### Problem statement
When you copy the entries, omit the images and keep every word as it is.

+ + + + + + +

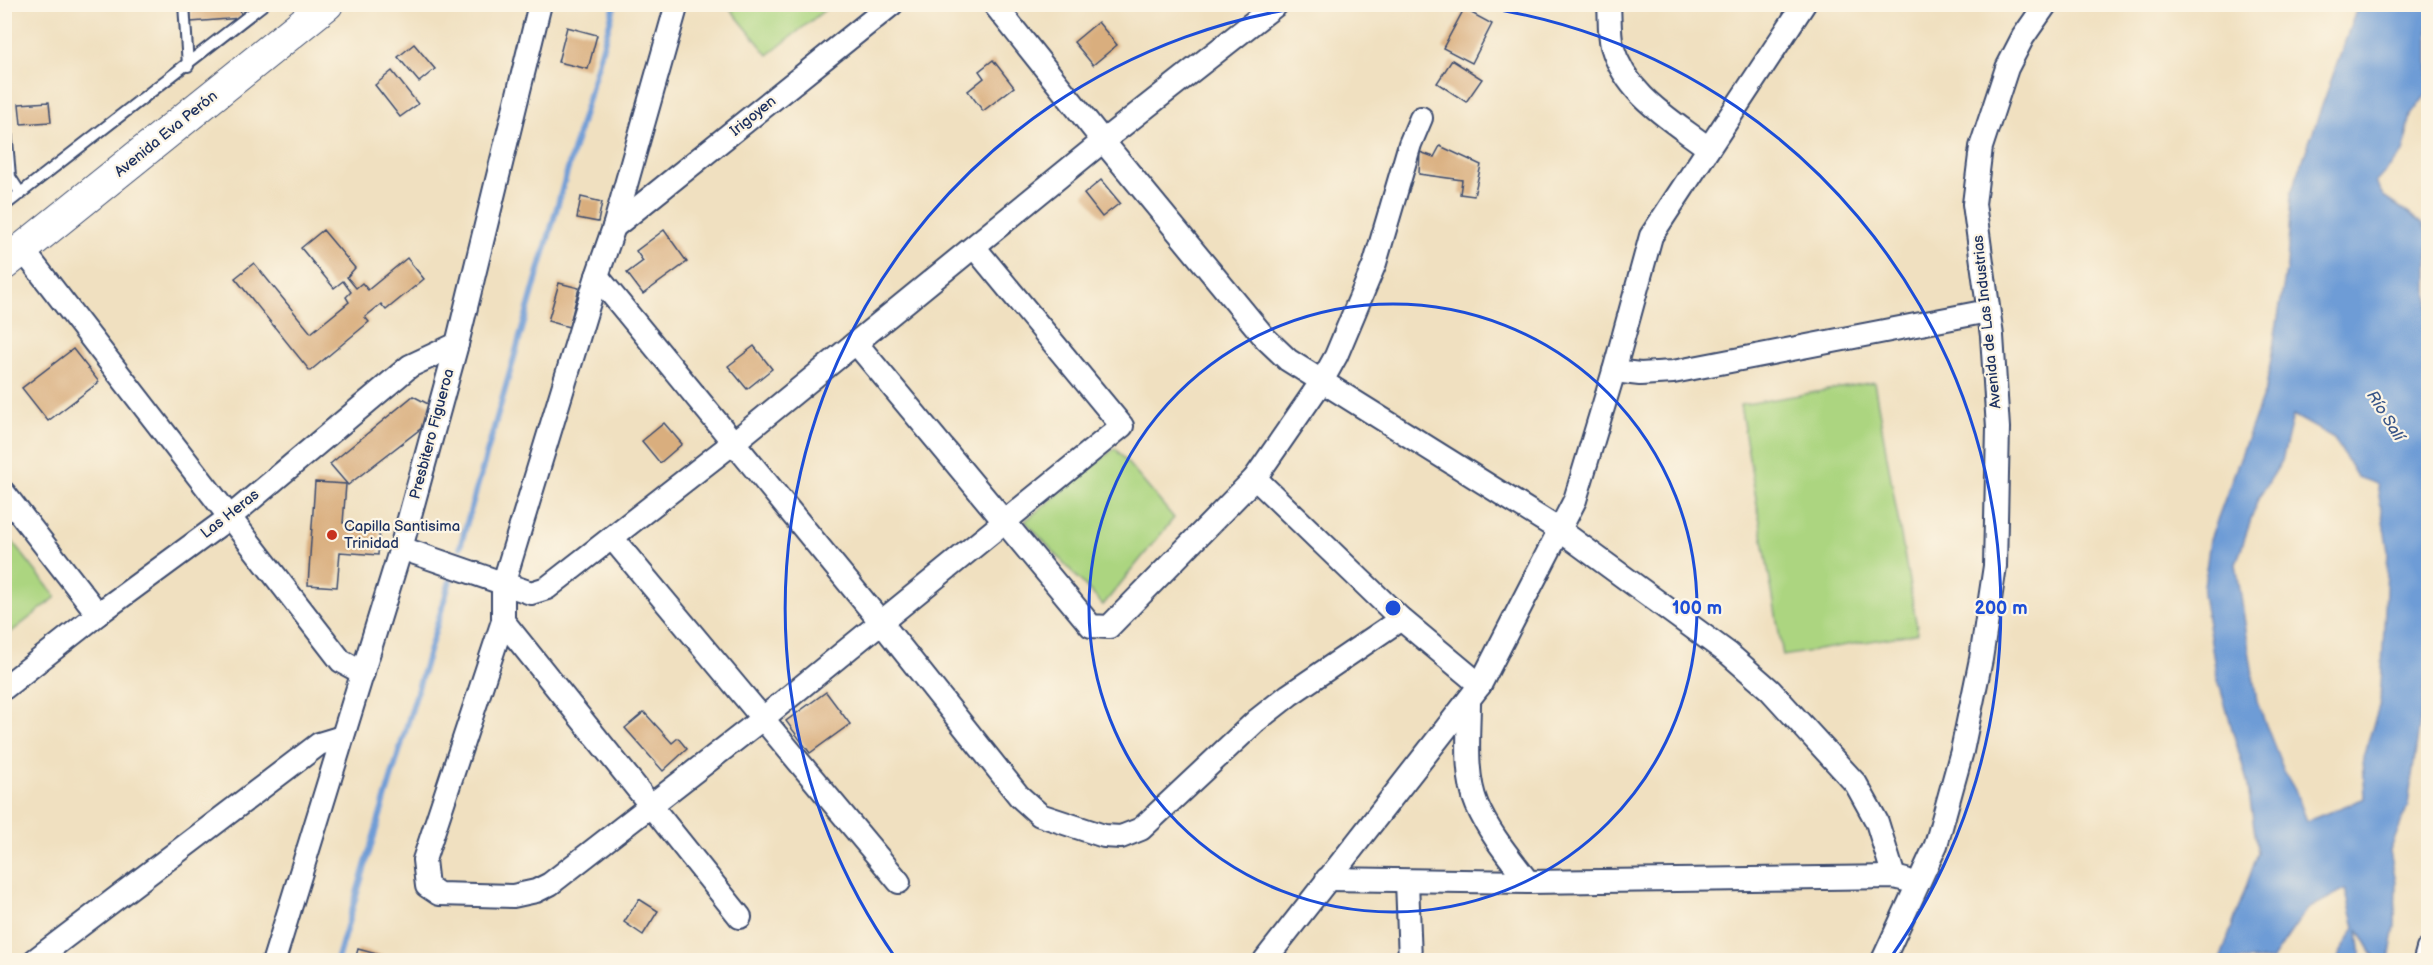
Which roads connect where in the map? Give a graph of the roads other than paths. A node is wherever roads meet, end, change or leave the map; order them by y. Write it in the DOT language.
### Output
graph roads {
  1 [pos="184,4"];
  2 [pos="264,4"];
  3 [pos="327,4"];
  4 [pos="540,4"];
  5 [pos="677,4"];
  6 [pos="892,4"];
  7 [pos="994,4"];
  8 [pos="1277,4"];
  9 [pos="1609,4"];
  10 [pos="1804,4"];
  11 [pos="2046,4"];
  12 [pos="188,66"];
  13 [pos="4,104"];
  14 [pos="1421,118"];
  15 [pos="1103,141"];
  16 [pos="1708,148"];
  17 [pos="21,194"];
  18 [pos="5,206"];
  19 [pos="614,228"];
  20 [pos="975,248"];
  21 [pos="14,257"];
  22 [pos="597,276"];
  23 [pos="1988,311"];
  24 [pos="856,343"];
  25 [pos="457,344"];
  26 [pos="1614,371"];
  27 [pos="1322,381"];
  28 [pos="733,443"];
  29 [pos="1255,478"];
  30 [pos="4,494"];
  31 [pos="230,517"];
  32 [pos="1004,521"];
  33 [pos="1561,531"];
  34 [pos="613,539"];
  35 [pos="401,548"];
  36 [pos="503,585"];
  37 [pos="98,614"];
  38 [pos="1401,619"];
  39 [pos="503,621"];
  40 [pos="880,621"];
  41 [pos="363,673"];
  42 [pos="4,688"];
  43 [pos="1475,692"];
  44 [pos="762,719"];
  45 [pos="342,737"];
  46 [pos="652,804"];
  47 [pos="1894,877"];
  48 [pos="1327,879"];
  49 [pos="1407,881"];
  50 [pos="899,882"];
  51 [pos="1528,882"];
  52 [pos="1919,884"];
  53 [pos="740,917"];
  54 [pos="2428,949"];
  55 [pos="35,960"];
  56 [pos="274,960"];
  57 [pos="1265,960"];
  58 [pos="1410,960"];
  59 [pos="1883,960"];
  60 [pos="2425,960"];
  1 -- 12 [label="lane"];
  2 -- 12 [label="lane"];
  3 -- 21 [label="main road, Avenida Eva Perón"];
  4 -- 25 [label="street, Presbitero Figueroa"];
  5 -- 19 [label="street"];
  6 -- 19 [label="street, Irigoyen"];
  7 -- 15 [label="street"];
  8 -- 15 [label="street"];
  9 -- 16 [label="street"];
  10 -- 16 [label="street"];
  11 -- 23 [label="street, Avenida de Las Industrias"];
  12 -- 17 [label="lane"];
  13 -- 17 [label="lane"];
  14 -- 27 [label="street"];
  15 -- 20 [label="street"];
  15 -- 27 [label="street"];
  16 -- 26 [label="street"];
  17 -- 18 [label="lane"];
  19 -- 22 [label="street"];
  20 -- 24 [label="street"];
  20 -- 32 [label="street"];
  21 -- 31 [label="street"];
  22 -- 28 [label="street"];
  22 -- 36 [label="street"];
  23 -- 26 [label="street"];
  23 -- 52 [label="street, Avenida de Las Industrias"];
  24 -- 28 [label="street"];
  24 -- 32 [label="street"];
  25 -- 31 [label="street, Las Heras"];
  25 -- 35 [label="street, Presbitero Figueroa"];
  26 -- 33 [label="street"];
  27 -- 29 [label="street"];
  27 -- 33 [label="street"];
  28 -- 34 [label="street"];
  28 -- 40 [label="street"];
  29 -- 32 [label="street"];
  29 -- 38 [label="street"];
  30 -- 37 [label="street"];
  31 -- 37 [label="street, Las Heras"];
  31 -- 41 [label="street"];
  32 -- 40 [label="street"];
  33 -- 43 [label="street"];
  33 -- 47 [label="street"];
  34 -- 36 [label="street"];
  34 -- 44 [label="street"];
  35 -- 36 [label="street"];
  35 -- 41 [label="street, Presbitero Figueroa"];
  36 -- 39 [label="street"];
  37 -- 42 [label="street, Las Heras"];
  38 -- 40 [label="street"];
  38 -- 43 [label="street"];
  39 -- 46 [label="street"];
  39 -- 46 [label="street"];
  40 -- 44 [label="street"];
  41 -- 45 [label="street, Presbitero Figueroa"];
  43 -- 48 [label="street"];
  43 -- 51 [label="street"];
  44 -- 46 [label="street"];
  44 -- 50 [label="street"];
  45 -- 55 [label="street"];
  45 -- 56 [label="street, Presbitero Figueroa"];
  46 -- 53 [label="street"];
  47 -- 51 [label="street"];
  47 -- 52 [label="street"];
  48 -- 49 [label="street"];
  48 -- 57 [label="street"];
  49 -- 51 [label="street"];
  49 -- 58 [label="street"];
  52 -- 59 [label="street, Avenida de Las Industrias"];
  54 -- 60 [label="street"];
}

+ + + + + + +

### Answer to the exercise
Which roads connect where in the map? Give a graph of the roads other than paths. A node is wherever roads meet, end, change or leave the map; order them by y. Write it in the DOT language.
### Output
graph roads {
  1 [pos="184,4"];
  2 [pos="264,4"];
  3 [pos="327,4"];
  4 [pos="540,4"];
  5 [pos="677,4"];
  6 [pos="892,4"];
  7 [pos="994,4"];
  8 [pos="1277,4"];
  9 [pos="1609,4"];
  10 [pos="1804,4"];
  11 [pos="2046,4"];
  12 [pos="188,66"];
  13 [pos="4,104"];
  14 [pos="1421,118"];
  15 [pos="1103,141"];
  16 [pos="1708,148"];
  17 [pos="21,194"];
  18 [pos="5,206"];
  19 [pos="614,228"];
  20 [pos="975,248"];
  21 [pos="14,257"];
  22 [pos="597,276"];
  23 [pos="1988,311"];
  24 [pos="856,343"];
  25 [pos="457,344"];
  26 [pos="1614,371"];
  27 [pos="1322,381"];
  28 [pos="733,443"];
  29 [pos="1255,478"];
  30 [pos="4,494"];
  31 [pos="230,517"];
  32 [pos="1004,521"];
  33 [pos="1561,531"];
  34 [pos="613,539"];
  35 [pos="401,548"];
  36 [pos="503,585"];
  37 [pos="98,614"];
  38 [pos="1401,619"];
  39 [pos="503,621"];
  40 [pos="880,621"];
  41 [pos="363,673"];
  42 [pos="4,688"];
  43 [pos="1475,692"];
  44 [pos="762,719"];
  45 [pos="342,737"];
  46 [pos="652,804"];
  47 [pos="1894,877"];
  48 [pos="1327,879"];
  49 [pos="1407,881"];
  50 [pos="899,882"];
  51 [pos="1528,882"];
  52 [pos="1919,884"];
  53 [pos="740,917"];
  54 [pos="2428,949"];
  55 [pos="35,960"];
  56 [pos="274,960"];
  57 [pos="1265,960"];
  58 [pos="1410,960"];
  59 [pos="1883,960"];
  60 [pos="2425,960"];
  1 -- 12 [label="lane"];
  2 -- 12 [label="lane"];
  3 -- 21 [label="main road, Avenida Eva Perón"];
  4 -- 25 [label="street, Presbitero Figueroa"];
  5 -- 19 [label="street"];
  6 -- 19 [label="street, Irigoyen"];
  7 -- 15 [label="street"];
  8 -- 15 [label="street"];
  9 -- 16 [label="street"];
  10 -- 16 [label="street"];
  11 -- 23 [label="street, Avenida de Las Industrias"];
  12 -- 17 [label="lane"];
  13 -- 17 [label="lane"];
  14 -- 27 [label="street"];
  15 -- 20 [label="street"];
  15 -- 27 [label="street"];
  16 -- 26 [label="street"];
  17 -- 18 [label="lane"];
  19 -- 22 [label="street"];
  20 -- 24 [label="street"];
  20 -- 32 [label="street"];
  21 -- 31 [label="street"];
  22 -- 28 [label="street"];
  22 -- 36 [label="street"];
  23 -- 26 [label="street"];
  23 -- 52 [label="street, Avenida de Las Industrias"];
  24 -- 28 [label="street"];
  24 -- 32 [label="street"];
  25 -- 31 [label="street, Las Heras"];
  25 -- 35 [label="street, Presbitero Figueroa"];
  26 -- 33 [label="street"];
  27 -- 29 [label="street"];
  27 -- 33 [label="street"];
  28 -- 34 [label="street"];
  28 -- 40 [label="street"];
  29 -- 32 [label="street"];
  29 -- 38 [label="street"];
  30 -- 37 [label="street"];
  31 -- 37 [label="street, Las Heras"];
  31 -- 41 [label="street"];
  32 -- 40 [label="street"];
  33 -- 43 [label="street"];
  33 -- 47 [label="street"];
  34 -- 36 [label="street"];
  34 -- 44 [label="street"];
  35 -- 36 [label="street"];
  35 -- 41 [label="street, Presbitero Figueroa"];
  36 -- 39 [label="street"];
  37 -- 42 [label="street, Las Heras"];
  38 -- 40 [label="street"];
  38 -- 43 [label="street"];
  39 -- 46 [label="street"];
  39 -- 46 [label="street"];
  40 -- 44 [label="street"];
  41 -- 45 [label="street, Presbitero Figueroa"];
  43 -- 48 [label="street"];
  43 -- 51 [label="street"];
  44 -- 46 [label="street"];
  44 -- 50 [label="street"];
  45 -- 55 [label="street"];
  45 -- 56 [label="street, Presbitero Figueroa"];
  46 -- 53 [label="street"];
  47 -- 51 [label="street"];
  47 -- 52 [label="street"];
  48 -- 49 [label="street"];
  48 -- 57 [label="street"];
  49 -- 51 [label="street"];
  49 -- 58 [label="street"];
  52 -- 59 [label="street, Avenida de Las Industrias"];
  54 -- 60 [label="street"];
}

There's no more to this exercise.